## THE TASK
The required lines are those that contain "Helao"; pull them out of the data and copy them.

## SUPPLIED MATERIAL
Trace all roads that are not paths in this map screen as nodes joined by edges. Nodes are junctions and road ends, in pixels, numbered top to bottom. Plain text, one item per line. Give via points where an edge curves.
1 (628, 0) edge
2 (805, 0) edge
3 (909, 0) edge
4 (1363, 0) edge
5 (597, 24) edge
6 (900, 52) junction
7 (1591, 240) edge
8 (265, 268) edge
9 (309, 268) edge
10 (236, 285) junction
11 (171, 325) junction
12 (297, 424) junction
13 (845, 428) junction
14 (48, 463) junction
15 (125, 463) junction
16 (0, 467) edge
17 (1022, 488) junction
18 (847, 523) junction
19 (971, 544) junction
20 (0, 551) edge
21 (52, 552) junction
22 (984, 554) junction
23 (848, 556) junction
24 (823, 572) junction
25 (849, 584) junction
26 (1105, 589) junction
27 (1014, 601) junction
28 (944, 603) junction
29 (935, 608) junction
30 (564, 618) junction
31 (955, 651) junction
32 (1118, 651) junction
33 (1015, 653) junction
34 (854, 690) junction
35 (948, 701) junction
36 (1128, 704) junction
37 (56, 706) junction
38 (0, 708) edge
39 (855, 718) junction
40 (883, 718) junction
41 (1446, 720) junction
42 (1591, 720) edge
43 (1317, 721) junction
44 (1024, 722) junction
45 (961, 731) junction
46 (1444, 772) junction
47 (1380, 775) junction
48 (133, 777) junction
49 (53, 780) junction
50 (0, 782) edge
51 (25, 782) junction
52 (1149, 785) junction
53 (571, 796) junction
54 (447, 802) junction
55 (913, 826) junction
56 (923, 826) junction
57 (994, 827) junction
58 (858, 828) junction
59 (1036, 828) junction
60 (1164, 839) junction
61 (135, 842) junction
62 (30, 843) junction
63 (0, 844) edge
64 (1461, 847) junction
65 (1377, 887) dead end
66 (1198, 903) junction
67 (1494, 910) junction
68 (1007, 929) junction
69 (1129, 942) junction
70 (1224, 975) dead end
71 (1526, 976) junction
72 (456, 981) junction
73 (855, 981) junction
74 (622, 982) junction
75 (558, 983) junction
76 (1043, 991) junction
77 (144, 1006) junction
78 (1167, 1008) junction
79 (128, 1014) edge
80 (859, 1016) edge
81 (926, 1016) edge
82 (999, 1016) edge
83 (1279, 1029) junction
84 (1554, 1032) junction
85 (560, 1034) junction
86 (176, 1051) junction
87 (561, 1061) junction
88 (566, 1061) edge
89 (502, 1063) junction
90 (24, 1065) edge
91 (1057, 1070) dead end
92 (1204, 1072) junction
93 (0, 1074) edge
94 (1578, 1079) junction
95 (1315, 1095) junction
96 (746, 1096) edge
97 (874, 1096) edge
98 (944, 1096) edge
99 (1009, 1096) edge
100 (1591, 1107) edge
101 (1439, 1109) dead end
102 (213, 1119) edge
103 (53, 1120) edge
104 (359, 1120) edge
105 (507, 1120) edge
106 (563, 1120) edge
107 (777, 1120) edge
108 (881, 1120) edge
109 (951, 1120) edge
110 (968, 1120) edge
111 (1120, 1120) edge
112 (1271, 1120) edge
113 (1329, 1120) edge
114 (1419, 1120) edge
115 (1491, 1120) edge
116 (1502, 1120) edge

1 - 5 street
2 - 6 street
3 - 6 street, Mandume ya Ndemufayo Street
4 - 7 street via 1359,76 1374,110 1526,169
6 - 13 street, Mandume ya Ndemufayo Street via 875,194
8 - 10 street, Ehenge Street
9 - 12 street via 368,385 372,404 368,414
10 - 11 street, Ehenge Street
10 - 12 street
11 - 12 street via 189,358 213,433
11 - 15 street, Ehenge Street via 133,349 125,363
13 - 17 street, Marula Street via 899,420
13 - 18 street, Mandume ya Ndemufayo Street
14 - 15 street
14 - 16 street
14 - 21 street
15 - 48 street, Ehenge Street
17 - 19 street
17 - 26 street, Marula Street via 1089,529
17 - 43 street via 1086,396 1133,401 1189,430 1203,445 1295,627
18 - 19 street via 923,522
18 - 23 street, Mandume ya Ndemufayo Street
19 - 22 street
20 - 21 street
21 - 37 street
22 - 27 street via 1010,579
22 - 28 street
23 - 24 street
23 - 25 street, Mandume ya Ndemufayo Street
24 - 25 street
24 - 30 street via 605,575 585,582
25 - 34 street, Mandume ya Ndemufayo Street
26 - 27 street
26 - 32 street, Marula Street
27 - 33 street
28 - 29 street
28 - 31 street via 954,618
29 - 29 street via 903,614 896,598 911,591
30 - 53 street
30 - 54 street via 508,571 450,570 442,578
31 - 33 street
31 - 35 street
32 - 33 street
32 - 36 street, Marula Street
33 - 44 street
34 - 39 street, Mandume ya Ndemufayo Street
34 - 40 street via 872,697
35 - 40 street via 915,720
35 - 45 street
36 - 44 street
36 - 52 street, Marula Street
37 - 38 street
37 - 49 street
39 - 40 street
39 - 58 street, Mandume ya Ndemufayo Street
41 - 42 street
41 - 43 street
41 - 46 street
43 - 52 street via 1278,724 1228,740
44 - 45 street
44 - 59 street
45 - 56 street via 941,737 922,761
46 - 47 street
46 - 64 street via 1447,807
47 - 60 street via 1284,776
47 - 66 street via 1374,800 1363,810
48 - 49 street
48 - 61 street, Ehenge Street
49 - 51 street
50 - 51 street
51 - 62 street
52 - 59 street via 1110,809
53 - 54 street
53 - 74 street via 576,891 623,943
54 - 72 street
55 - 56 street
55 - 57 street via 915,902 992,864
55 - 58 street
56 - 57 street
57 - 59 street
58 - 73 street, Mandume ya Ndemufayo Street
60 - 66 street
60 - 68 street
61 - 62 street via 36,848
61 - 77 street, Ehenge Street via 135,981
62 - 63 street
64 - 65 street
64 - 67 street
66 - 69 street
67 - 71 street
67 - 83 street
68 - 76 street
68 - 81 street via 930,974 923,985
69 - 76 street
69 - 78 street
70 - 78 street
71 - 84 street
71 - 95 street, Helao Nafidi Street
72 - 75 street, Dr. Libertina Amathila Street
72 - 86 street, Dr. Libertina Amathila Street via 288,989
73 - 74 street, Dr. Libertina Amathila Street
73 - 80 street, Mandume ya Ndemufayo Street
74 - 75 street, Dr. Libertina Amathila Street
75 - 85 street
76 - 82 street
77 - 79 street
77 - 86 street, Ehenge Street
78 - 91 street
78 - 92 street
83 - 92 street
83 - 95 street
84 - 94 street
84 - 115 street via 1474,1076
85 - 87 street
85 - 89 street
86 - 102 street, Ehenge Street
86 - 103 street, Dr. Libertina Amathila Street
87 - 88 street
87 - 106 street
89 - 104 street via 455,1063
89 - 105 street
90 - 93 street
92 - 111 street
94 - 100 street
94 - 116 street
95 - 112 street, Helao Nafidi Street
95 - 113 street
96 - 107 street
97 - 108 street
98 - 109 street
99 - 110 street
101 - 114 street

## ANSWER AREA
71 - 95 street, Helao Nafidi Street
95 - 112 street, Helao Nafidi Street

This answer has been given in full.